- **Stored items**:

···

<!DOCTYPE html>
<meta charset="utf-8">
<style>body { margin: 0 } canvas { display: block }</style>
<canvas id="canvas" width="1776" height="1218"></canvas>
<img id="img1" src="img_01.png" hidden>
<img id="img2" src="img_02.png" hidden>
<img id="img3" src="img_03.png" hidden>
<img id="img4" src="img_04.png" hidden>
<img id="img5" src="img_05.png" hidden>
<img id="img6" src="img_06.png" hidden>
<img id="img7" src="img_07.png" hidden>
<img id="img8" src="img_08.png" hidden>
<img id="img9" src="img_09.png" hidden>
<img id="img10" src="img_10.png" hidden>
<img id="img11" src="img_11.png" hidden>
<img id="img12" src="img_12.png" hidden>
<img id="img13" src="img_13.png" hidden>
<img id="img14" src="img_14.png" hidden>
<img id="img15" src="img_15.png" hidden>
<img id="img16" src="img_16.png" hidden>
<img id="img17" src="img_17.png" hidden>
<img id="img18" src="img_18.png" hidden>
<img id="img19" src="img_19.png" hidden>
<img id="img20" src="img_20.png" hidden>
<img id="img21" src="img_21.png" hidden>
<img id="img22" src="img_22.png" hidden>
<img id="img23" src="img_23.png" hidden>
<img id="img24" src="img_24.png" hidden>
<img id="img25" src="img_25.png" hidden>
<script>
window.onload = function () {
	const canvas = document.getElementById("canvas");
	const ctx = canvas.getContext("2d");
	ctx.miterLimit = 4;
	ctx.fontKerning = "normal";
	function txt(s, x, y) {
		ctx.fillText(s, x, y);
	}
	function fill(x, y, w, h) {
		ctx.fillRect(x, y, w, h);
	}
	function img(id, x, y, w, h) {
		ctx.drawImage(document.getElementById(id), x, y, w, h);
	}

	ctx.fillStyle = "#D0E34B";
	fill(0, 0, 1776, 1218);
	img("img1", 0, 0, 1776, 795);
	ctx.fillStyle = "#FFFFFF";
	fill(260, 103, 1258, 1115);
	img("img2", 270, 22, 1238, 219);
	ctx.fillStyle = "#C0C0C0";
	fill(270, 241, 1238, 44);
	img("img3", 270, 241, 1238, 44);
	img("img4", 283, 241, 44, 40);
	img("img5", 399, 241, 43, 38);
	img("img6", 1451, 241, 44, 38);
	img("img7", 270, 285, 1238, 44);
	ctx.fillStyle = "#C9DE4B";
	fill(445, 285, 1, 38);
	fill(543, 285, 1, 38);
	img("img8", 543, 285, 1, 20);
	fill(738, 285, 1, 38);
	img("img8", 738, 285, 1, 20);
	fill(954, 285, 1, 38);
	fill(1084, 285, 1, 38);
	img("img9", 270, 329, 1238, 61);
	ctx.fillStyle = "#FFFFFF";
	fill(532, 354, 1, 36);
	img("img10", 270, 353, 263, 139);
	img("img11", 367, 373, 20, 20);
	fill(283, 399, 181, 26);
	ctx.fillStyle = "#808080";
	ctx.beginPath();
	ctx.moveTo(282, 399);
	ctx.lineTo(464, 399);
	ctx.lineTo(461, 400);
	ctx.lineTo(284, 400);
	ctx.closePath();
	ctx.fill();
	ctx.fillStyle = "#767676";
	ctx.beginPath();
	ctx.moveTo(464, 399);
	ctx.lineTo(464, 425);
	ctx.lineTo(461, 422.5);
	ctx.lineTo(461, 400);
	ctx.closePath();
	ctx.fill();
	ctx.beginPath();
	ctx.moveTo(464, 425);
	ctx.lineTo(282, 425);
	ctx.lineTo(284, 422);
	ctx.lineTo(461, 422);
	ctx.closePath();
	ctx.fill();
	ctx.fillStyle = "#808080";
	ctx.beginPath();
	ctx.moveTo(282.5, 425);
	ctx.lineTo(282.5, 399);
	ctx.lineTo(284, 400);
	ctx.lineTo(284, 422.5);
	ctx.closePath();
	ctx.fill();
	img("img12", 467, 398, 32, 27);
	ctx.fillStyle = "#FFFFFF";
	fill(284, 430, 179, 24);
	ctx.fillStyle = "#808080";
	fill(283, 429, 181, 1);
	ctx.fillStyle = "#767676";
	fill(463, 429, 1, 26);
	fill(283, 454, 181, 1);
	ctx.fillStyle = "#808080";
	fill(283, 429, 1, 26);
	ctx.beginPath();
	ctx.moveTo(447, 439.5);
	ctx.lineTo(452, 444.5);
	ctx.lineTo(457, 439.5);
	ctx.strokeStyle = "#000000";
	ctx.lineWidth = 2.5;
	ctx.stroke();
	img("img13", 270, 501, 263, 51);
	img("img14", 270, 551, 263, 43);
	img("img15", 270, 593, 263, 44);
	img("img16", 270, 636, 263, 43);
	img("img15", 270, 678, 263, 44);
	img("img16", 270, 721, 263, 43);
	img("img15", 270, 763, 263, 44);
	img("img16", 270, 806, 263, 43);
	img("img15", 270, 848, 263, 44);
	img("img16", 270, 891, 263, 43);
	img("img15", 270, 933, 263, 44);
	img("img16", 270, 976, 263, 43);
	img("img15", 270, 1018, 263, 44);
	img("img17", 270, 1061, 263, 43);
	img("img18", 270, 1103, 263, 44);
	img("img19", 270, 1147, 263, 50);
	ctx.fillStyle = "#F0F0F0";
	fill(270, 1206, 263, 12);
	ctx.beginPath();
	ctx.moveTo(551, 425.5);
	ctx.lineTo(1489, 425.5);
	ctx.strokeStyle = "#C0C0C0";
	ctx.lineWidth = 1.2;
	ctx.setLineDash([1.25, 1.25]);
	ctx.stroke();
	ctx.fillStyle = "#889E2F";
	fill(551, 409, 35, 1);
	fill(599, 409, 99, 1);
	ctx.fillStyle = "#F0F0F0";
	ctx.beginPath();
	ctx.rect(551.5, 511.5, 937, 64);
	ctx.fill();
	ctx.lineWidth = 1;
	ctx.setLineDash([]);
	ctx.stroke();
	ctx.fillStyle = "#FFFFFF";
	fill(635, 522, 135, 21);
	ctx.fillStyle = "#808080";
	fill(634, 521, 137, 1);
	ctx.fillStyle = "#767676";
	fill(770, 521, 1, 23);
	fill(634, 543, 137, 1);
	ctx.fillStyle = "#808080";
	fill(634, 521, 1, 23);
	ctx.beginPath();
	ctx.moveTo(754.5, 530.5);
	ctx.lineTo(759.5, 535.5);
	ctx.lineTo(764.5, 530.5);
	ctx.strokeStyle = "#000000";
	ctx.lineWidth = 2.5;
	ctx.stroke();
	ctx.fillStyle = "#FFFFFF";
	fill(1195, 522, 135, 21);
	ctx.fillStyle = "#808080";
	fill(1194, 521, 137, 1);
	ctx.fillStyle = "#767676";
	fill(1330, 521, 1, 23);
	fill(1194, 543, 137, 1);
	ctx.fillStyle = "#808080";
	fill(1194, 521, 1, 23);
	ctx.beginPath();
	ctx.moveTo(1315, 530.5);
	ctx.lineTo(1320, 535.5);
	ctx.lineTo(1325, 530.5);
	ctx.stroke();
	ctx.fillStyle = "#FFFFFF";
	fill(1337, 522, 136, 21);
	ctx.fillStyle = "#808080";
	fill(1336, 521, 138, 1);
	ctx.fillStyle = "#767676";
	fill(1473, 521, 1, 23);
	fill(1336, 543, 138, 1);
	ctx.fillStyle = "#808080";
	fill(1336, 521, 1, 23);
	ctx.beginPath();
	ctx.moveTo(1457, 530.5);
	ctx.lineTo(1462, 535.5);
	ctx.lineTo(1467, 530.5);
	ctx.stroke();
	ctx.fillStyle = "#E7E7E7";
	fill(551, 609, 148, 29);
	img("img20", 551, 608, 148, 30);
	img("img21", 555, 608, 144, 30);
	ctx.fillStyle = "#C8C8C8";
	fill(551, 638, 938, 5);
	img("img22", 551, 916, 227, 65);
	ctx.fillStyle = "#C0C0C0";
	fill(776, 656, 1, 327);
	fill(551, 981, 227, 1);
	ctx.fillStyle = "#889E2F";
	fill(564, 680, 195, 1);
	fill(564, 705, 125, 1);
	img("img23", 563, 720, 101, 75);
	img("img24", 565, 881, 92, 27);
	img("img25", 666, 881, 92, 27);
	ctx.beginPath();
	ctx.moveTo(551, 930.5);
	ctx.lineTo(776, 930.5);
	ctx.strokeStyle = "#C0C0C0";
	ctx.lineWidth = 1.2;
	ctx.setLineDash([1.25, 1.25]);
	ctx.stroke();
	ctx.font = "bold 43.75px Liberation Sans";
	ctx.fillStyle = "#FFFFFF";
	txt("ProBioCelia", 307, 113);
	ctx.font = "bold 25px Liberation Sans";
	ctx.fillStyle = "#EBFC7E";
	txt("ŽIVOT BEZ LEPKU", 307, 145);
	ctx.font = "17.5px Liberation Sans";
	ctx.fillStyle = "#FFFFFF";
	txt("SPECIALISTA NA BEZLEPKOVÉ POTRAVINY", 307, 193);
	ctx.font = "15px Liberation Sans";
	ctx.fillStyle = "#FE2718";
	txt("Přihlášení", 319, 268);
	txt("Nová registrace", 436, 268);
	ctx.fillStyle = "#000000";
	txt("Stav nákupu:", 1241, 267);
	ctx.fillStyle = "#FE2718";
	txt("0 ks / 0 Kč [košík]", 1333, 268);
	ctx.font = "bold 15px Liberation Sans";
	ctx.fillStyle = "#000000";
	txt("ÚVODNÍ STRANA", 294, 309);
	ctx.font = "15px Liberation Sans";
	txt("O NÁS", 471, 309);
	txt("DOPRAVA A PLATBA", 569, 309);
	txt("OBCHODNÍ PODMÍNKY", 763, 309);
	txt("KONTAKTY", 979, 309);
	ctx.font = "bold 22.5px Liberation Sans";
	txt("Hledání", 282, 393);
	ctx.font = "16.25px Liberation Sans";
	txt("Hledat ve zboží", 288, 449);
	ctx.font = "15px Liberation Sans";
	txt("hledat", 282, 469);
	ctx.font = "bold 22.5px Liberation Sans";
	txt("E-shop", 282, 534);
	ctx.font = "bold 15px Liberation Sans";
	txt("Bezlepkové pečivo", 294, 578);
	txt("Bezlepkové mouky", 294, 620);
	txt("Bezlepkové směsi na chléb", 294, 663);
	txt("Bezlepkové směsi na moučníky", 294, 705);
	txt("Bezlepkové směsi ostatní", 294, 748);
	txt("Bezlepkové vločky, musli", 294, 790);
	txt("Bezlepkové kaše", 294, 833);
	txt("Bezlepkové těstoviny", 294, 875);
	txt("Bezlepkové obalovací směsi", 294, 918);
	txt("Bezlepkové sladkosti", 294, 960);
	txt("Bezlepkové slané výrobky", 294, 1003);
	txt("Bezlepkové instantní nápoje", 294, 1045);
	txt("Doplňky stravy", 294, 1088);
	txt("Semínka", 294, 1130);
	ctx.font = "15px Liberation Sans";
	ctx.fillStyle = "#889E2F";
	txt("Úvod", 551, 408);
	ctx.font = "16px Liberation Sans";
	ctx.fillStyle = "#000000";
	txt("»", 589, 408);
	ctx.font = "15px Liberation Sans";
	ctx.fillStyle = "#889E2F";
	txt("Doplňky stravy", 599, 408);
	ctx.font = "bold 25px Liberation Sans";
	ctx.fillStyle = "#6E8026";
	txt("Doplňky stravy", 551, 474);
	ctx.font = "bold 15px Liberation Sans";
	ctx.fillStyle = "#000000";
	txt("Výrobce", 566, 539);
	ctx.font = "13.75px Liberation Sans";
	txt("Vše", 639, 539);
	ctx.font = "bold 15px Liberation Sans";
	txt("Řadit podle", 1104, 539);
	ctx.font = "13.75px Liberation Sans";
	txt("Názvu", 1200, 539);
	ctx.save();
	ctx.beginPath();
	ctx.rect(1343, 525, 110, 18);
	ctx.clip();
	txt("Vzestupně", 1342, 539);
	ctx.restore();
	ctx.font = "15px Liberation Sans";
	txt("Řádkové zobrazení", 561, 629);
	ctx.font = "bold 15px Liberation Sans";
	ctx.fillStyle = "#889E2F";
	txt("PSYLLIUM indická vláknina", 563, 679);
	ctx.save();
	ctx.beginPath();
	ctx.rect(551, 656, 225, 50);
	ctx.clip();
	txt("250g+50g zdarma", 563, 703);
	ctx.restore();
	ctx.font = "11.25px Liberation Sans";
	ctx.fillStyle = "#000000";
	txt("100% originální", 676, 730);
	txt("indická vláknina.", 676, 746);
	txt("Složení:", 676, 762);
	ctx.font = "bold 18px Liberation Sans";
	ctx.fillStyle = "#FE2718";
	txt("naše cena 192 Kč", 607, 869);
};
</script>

···

- **Problem details**:
Please tally the lines of the entries that contain the string "document" and reply with the count alone.

- **Your response**:
2